- Cover art by Doug Johnson

Studio album by Judas Priest
- Released: 1 July 1982
- Recorded: 1982
- Studios: Ibiza Sound Studios, Ibiza, Spain; Beejay Studios, Orlando, Florida, US;
- Genre: Heavy metal
- Length: 38:43
- Label: Columbia
- Producer: Tom Allom

Judas Priest chronology
| Point of Entry (1981) | Screaming for Vengeance (1982) | Defenders of the Faith (1984) |

Singles from Screaming for Vengeance
- "You've Got Another Thing Comin'" Released: 6 August 1982; "(Take These) Chains" Released: 15 October 1982;

= Screaming for Vengeance =

Screaming for Vengeance is the eighth studio album by English heavy metal band Judas Priest, released on 1 July 1982 in the United States and on 9 July 1982 in the United Kingdom by Columbia Records. The album continues the more commercial, streamlined direction that their previous two albums, Point of Entry and British Steel had taken, albeit returning to a heavier, harder sound.

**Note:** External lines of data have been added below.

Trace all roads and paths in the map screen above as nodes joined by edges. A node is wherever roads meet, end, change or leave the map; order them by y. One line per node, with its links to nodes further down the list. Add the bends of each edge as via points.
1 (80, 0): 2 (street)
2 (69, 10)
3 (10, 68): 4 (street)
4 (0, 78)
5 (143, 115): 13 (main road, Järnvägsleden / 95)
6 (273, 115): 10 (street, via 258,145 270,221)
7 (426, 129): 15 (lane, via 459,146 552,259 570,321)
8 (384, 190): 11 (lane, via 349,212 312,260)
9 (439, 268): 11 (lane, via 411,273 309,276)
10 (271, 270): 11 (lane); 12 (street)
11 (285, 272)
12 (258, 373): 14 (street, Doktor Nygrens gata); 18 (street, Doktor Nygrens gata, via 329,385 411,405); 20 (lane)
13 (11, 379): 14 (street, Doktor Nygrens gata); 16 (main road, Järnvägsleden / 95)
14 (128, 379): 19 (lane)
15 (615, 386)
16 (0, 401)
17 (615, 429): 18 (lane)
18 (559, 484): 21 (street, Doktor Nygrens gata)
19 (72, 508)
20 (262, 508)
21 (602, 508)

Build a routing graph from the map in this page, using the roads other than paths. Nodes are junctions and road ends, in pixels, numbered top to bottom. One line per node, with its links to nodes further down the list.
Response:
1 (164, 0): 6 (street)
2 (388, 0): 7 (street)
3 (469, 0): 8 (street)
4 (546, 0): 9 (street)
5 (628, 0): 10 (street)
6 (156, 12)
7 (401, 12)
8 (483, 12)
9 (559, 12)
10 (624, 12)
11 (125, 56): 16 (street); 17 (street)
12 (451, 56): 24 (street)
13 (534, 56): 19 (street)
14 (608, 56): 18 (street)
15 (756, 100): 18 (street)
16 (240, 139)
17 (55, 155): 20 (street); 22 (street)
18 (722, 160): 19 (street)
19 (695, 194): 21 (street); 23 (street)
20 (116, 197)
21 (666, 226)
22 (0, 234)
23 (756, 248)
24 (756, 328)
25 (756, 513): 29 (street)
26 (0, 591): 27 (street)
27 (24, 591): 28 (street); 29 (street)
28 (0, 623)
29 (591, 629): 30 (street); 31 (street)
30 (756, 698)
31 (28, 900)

Considered the band's commercial breakthrough in North America, it has been certified double platinum in the United States and platinum in Canada. Screaming for Vengeance spawned the hit "You've Got Another Thing Comin", which became one of the band's signature songs and a perennial radio favourite.

==Recording==
Screaming for Vengeance was recorded at Ibiza Sound Studios, Ibiza, Spain (during this period, it was common for UK-based musicians to record in continental Europe for tax purposes). Mixing and overdubs were done at Beejay Recording Studios in Orlando, Florida and Bayshore Recording Studios in Coconut Grove, Florida.
==Musical style==
It showcased a harder, heavier sound than British Steel and saw the band revert back into straight heavy rock after the melodically styled Point of Entry. The album also marks the first time a drummer played on more than two Judas Priest albums, with Dave Holland having also played on British Steel and Point of Entry.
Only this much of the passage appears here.